I guess it’s safe to say I’m REALLY into music, and in turn also the excessive but obligatory constructing of various lists. This particular one of the “Desert Island Five” variety consists of not necessarily my “five favourite albums ever”, but the five ones I’d be happily content being stuck with for the rest of eternity. If I had brought some food as well, that is. Oh, and here’s the entire list:

RadioheadOK Computer
Probably the one album that has meant the most to me. I might not listen to it as much as I once used to, but still, it has shaped me and my musical taste into what it is today. A line could probably be drawn between everything I now listen to and OK Computer, and in most cases that line would be entirely direct and concisely short. But not only has it shaped my musical taste, without it even I would’ve ended up completely different, someone else somewhere else.
(listen)

Godspeed You! Black EmperorLift Your Skinny Fists Like Antennas to Heaven
Hope.
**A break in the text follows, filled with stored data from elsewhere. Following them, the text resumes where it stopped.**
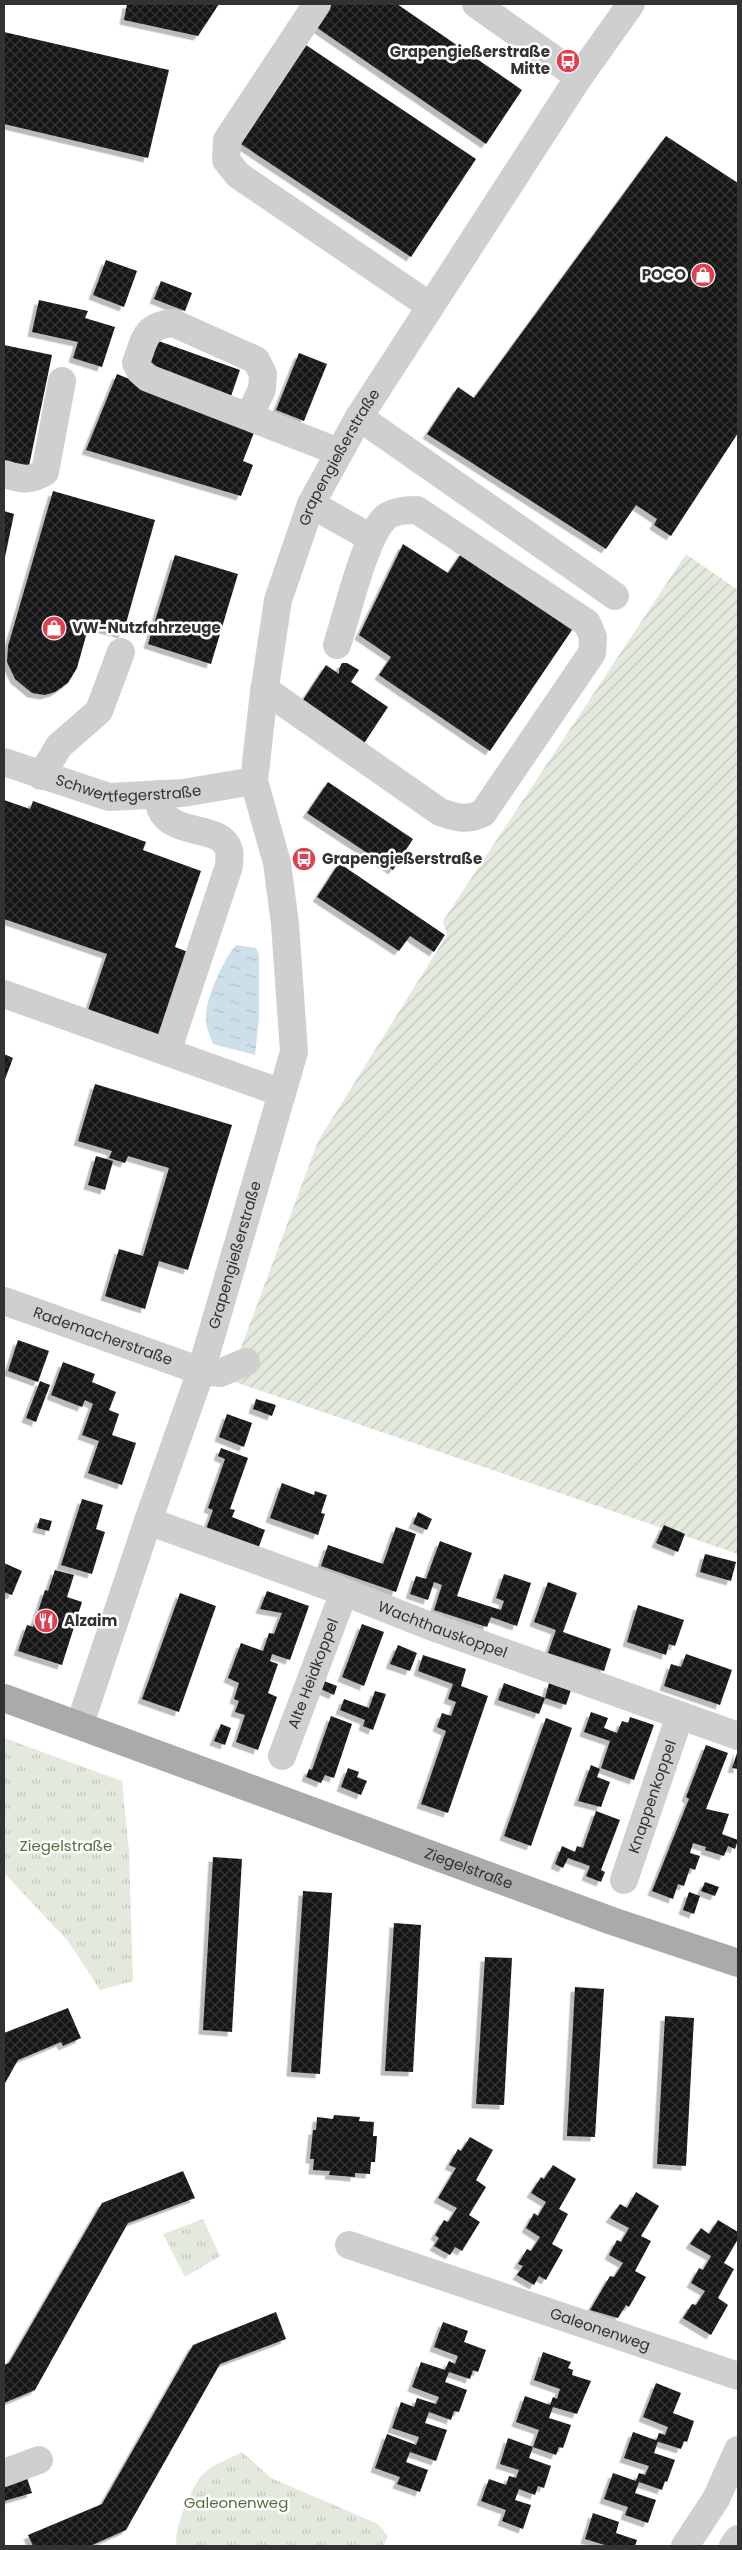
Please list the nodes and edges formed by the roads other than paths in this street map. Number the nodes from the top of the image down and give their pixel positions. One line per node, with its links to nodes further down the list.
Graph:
1 (317, 4): 5 (street)
2 (476, 4): 4 (street)
3 (631, 4): 4 (street, Grapengießerstraße)
4 (579, 77): 5 (street, Grapengießerstraße)
5 (430, 306): 7 (street, Grapengießerstraße)
6 (62, 381): 10 (street)
7 (359, 416): 9 (street, Grapengießerstraße); 13 (street)
8 (249, 417): 9 (street)
9 (340, 452): 11 (street, Grapengießerstraße)
10 (4, 474)
11 (312, 504): 12 (street); 16 (street, Grapengießerstraße)
12 (371, 538): 14 (street); 16 (street)
13 (615, 596)
14 (337, 645)
15 (120, 652): 18 (street)
16 (264, 689): 19 (street, Grapengießerstraße)
17 (4, 762): 18 (street, Schwertfegerstraße)
18 (41, 776): 20 (street, Schwertfegerstraße)
19 (254, 781): 20 (street, Schwertfegerstraße); 23 (street, Grapengießerstraße)
20 (158, 794): 22 (street)
21 (4, 994): 22 (street)
22 (167, 1052): 23 (street)
23 (282, 1093): 26 (street, Grapengießerstraße)
24 (4, 1301): 26 (street, Rademacherstraße)
25 (246, 1362): 26 (street)
26 (202, 1371): 27 (street, Grapengießerstraße)
27 (148, 1521): 28 (street, Wachthauskoppel); 31 (street, Grapengießerstraße)
28 (344, 1592): 30 (street, Wachthauskoppel); 33 (street, Alte Heidkoppel)
29 (4, 1698): 31 (main road, Ziegelstraße)
30 (680, 1715): 32 (street, Wachthauskoppel); 34 (street, Knappenkoppel)
31 (80, 1724): 35 (main road, Ziegelstraße)
32 (738, 1736)
33 (282, 1756)
34 (624, 1880)
35 (738, 1963)
36 (349, 2245): 37 (street, Galeonenweg)
37 (738, 2376)
38 (738, 2450): 41 (street)
39 (38, 2460): 40 (street)
40 (4, 2473)
41 (730, 2496): 43 (street)
42 (738, 2539): 44 (street)
43 (685, 2546)
44 (733, 2546)

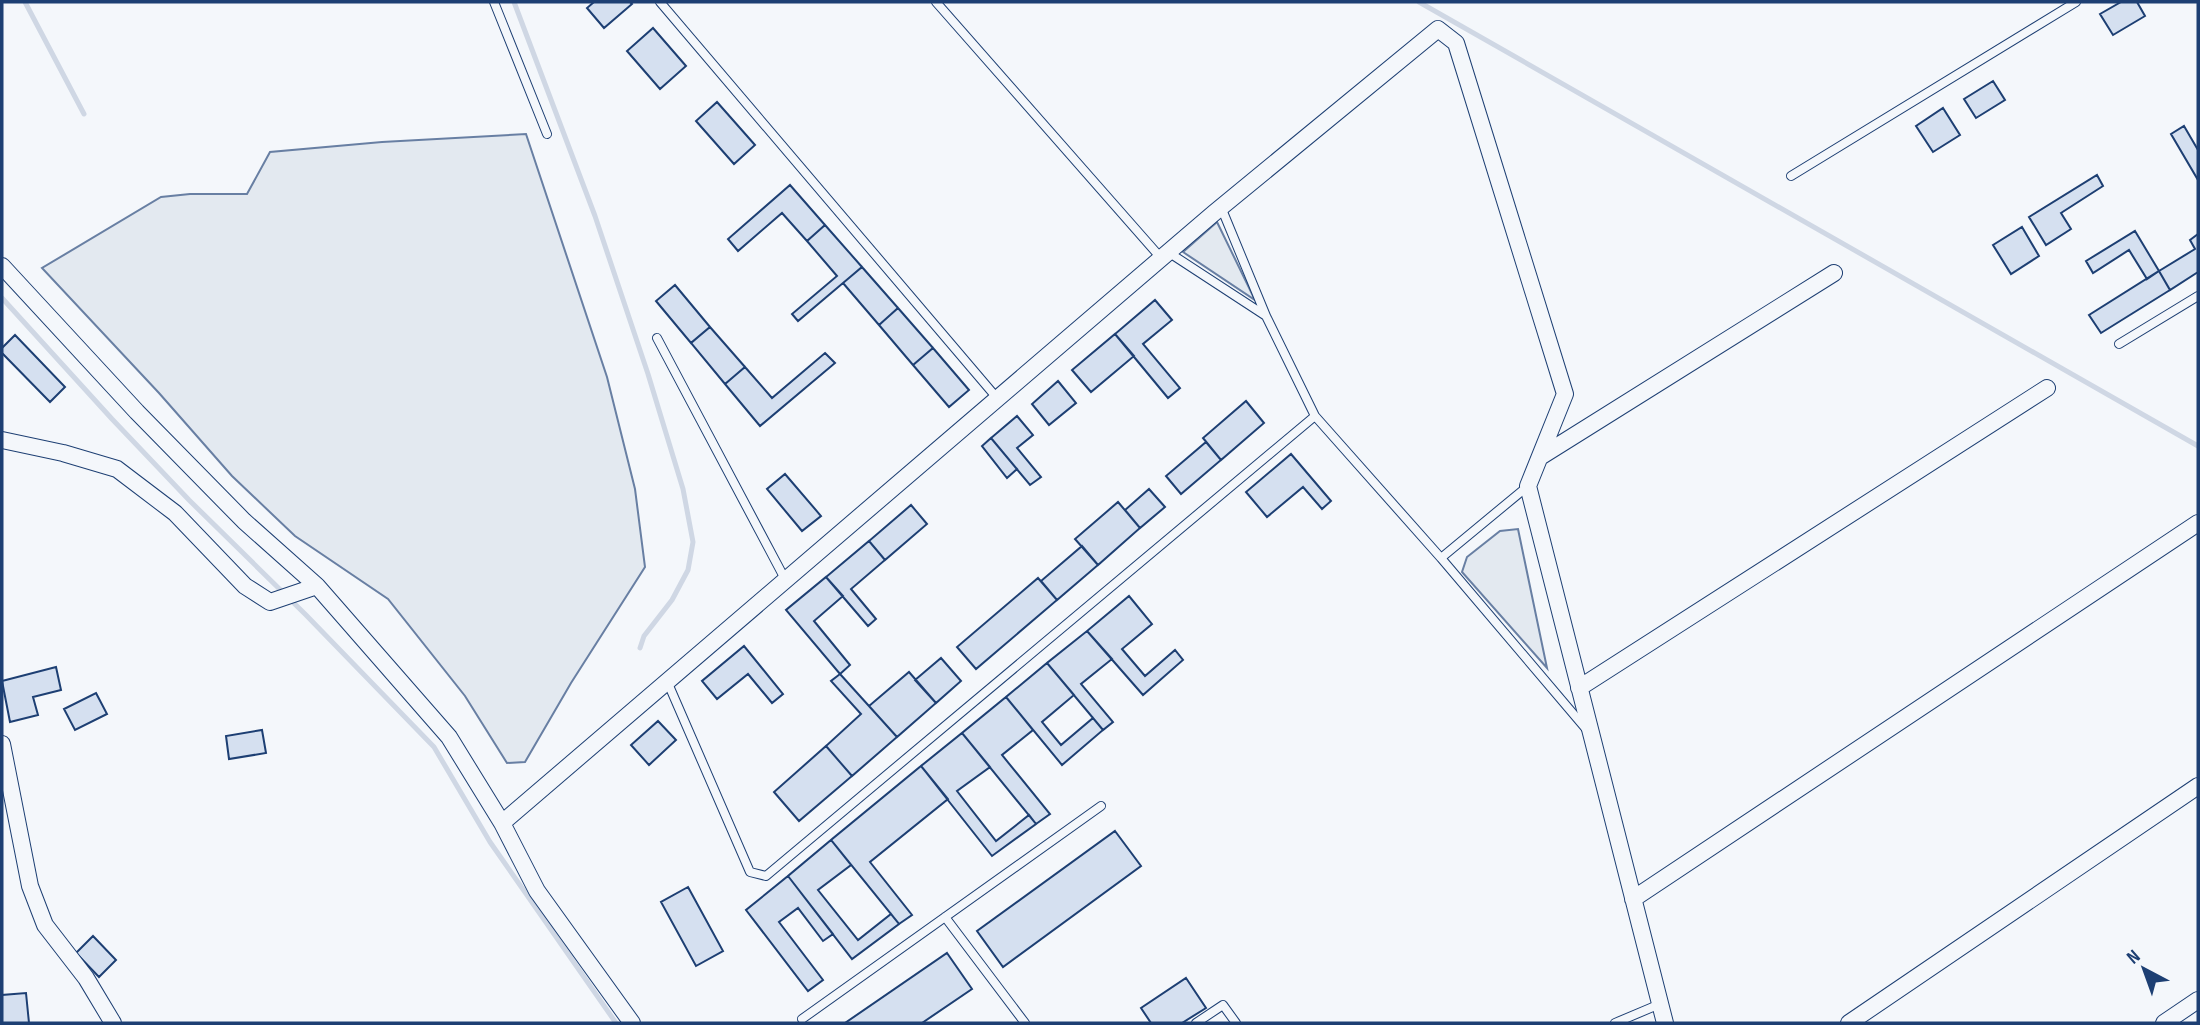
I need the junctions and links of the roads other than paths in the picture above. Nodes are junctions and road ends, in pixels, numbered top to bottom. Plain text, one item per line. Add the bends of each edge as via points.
1 (494, 2) edge
2 (660, 2) edge
3 (936, 2) edge
4 (2076, 2) edge
5 (547, 134) dead end
6 (1791, 176) dead end
7 (1222, 207) junction
8 (1165, 255) junction
9 (2, 267) edge
10 (1835, 273) dead end
11 (2198, 296) edge
12 (1266, 317) junction
13 (657, 338) dead end
14 (2119, 344) dead end
15 (2047, 388) dead end
16 (997, 398) junction
17 (1315, 416) junction
18 (2, 440) edge
19 (1540, 457) junction
20 (1528, 486) junction
21 (2198, 523) edge
22 (1441, 558) junction
23 (785, 579) junction
24 (317, 586) junction
25 (667, 681) junction
26 (1579, 688) junction
27 (1591, 735) junction
28 (2, 744) edge
29 (2198, 786) edge
30 (1101, 806) dead end
31 (502, 823) junction
32 (1633, 899) junction
33 (945, 917) junction
34 (2198, 1000) edge
35 (1660, 1004) junction
36 (802, 1019) dead end
37 (113, 1023) edge
38 (632, 1023) edge
39 (1025, 1023) edge
40 (1196, 1023) edge
41 (1236, 1023) edge
42 (1615, 1023) edge
43 (1665, 1023) edge
44 (1849, 1023) edge
45 (2164, 1023) edge

1 - 5 lane
2 - 16 lane
3 - 8 lane
4 - 6 lane
7 - 8 street
7 - 12 lane
7 - 19 street via 1438,29 1456,43 1565,394
8 - 12 lane
8 - 16 street
9 - 24 street via 205,482
10 - 19 street
11 - 14 lane
12 - 17 lane
13 - 23 lane
15 - 26 street
16 - 23 street
17 - 22 lane
17 - 25 lane via 766,876 750,872
18 - 24 street via 117,469 176,513 245,586 270,602
19 - 20 street
20 - 22 lane
20 - 26 street
21 - 32 street
22 - 27 lane
23 - 25 street
24 - 31 street via 449,737
25 - 31 street
26 - 27 street
27 - 32 street
28 - 37 street via 30,886 45,925
29 - 44 street
30 - 33 lane
31 - 38 street via 537,891
32 - 35 street
33 - 36 lane
33 - 39 lane
34 - 45 street
35 - 42 lane
35 - 43 street
40 - 41 lane via 1223,1005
This album is entirely about hope. It’s about seeing glimmers of absolute beauty in even the bleakest of moments. Often classified as a chamber rock soundtrack to the apocolypse, this album also provides a monumental and glorious backdrop to everyday occasions of seemingly mundane capacity. It infuses nostalgia into the present, makes you long for an unlikely future, makes you remember events you’ve never experienced. And it gives you hope. With this album loudly playing, the stars high above that desert island would shine even brighter.
(listen)

Sun Kil MoonGhosts of the Great Highway
For me, Mark Kozeleks The Great Highway represents every dusty road branching across the United States, every interwoven and intersected path through a timeless state of eternity. The Ghosts are everything we’ve left behind, available to haunt us at every opportunity. This album is about being utterly and completely alone in the biggest of worlds.
(listen)

Stars of the LidThe Tired Sounds of…
The Tired Sounds of Stars of the Lid are just that. Drawn-out ambience reminicent of a sleeping orchestra, their music has the ability to make you question laws of nature you’d previously take for granted. There, on that desert island, it would make the ripples of the ocean move slower, it would make the breeze feel warmer and the sand cooler. It would make the stars crawl across the night sky. If you’re stuck on a desert island for an eternity anyway, why not make it feel even longer.
(listen)

Songs: OhiaMagnolia Electric Co.
For every moment of complete solitude on that deserted island, the only sure way of connecting out to anyone, anywhere, with eyes closed, hands up and feet apart, would be to listen to Jason Molinas authoratively soothing voice. Right then and there, you’d be firmely placed in a busy street, filled with blue-collar workers hasting across rusted river towns, beneath twisted power lines, pulling the grey skies down for you to be alone with everyone.